Stateful Functions Abstraction

Stateful functions are the building blocks (and namesake) of the Stateful Functions framework. A function is a small piece of logic — currently, simple Java functions — that is invoked through a message. Applications are built from many functions that interact by sending each other messages.

../_images/example_ride_sharing.png

In many ways, stateful functions are comparable to actors or message-driven beans, but distinguish themselves through the following properties:

Virtual

Stateful functions exist in virtual instances. Each type of function (like PassengerFunction, DriverFunction, RideFunction) exists in many instances, typically one per entity (here, one per passenger or driver or pending/ongoing ride).
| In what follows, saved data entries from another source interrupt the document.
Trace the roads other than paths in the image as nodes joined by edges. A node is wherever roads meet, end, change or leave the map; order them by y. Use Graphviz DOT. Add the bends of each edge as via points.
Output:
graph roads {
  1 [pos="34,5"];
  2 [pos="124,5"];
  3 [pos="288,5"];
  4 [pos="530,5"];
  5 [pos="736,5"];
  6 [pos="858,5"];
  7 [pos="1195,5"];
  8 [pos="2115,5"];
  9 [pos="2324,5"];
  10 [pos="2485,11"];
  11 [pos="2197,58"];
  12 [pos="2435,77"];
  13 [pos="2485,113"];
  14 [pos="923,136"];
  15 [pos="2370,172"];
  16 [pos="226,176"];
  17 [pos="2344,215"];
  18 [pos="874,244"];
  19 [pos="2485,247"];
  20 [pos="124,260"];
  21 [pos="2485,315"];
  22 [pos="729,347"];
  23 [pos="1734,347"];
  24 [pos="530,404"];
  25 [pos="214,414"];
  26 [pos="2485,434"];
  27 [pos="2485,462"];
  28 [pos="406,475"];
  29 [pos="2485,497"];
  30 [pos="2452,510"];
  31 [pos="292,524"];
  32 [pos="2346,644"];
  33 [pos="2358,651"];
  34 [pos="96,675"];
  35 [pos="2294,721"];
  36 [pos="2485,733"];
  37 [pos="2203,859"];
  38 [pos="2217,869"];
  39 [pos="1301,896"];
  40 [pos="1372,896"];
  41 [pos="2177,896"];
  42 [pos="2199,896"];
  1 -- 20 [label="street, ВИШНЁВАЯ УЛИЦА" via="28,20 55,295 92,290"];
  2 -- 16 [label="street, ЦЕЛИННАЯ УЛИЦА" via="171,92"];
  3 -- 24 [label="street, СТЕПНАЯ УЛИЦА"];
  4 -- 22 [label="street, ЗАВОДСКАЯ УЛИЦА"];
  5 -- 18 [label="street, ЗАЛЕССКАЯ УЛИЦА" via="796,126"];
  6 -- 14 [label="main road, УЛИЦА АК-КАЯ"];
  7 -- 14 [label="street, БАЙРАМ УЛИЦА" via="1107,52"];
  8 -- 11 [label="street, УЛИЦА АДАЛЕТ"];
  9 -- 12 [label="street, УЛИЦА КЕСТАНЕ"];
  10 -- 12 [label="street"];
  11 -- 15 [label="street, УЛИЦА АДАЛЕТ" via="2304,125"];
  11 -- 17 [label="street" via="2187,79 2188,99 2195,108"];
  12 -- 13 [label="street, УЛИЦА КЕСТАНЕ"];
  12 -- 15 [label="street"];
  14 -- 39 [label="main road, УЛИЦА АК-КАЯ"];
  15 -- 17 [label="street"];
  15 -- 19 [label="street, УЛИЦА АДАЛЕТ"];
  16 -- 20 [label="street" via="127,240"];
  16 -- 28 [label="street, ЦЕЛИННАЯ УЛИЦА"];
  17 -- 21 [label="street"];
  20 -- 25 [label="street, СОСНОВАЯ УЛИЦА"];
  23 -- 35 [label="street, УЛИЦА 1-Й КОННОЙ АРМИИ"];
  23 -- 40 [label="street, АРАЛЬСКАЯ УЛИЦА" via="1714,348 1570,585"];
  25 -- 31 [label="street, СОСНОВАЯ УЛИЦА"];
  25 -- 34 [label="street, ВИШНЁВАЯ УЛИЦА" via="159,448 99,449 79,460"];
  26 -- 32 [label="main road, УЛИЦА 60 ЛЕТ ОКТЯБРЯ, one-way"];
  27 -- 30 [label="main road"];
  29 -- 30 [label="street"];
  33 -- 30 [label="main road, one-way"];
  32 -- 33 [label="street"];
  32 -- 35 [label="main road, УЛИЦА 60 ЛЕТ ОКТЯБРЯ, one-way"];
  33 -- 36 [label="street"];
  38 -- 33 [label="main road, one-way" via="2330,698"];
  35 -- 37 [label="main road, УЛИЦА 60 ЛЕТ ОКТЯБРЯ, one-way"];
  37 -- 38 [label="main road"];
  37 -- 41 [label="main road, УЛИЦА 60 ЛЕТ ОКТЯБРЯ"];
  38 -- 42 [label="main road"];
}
Each instance has a logical ID. The type and ID together form the Address of that function.

../_images/example_ridesharing_2.png

For example, “Driver Seth”, “Passenger Gordon, or “Ride 2924” would be addresses.

Addressable

Functions interact with each other by sending point-to-point messages to their Addresses.

Stateful

Each virtual instance of a function has its own state, which can be accessed in local variables. That state is private and local to that instance. State might be the status of a ride, the account information of a passenger or similar.

Lightweight

Function instances are “virtual”, because they are not all active in memory at the same time. At any point in time, only a small set of functions and their state exists as actual objects. When a virtual instance receives a message, one of the objects is configured and loaded with the state of that virtual instance and then processes the message. Similar to virtual memory, the state of many functions might be “swapped out” at any point in time.

If you know Apache Flink’s DataStream API, you can think of stateful functions a bit like a lightweight KeyedProcessFunction. The function type would then be equivalent to the process function transformation and logical ID to the key. The difference is that functions are not assembled in a DAG (Directed Acyclic Graph) that defines the flow of data — or, the streaming topology —, but rather send events arbitrarily to all other functions using their Addresses.

Ingresses / Egresses

Ingresses are the way that events initially arrive in a Stateful Functions application. Ingresses can be message queues, logs, or HTTP servers — anything that produces an event to be handled by the application.

Routers are attached to ingresses to determine which function instance should handle an event initially.

Egresses are a way to send events out from the application in a standardized way. Egresses are optional; it is also possible that no events leave the application and functions sink events or directly make calls to other applications. Egresses are integrated with the state/messaging/consistency model and can help with sending responses in a fault-tolerant/consistent way.

Scaling and Resources

Applications are inherently scalable because virtual function instances are distributed across parallel processes or shards. Sharding is based on message type and ID, so messages can be efficiently routed without additional name resolution.

Functions do not have dedicated resources, like threads or memory; all function types share the same resources. Each shard has a “dispatcher” that loads and invokes the target virtual instance of a message. Whenever a function is not executed, its state may reside outside memory. For example, in the implementation on top of Apache Flink, each shard keeps all function state in a local RocksDB instance, with “warm” state residing in the memory cache and “cold” state being evicted to disk.

State and Consistency Guarantees

Within a Stateful Functions application, everything is inherently strongly consistent. By co-locating the state with the functions, and by integrating the state modifications and messaging, the system creates the effect of consistent state and reliable messaging within all interacting functions. Upon failure, the system rewinds the affected states and messages together to a consistent point and re-executes the messages.

Care about consistency needs to be taken when “interacting with the outside world” — or, any action that leaves the Stateful Functions application. Event Egresses support that interaction in a principled manner. Some egresses support transactional semantics, so that events are only made visible once it is certain that no rollback will occur any more.

Modules of Functions

Applications are composed of Modules. A module is the entry point for adding ingresses, egresses, routers, and stateful functions to an application. Functions added in one module can message functions from another module or listen to events from an ingress registered in another module.

The module system allows different parts of the application to be contributed by different developers; for example, one module may provide ingresses and egresses, while other modules may individually contribute specific parts of the business logic as stateful functions. This facilitates working in independent teams, but still deploying into the same larger application.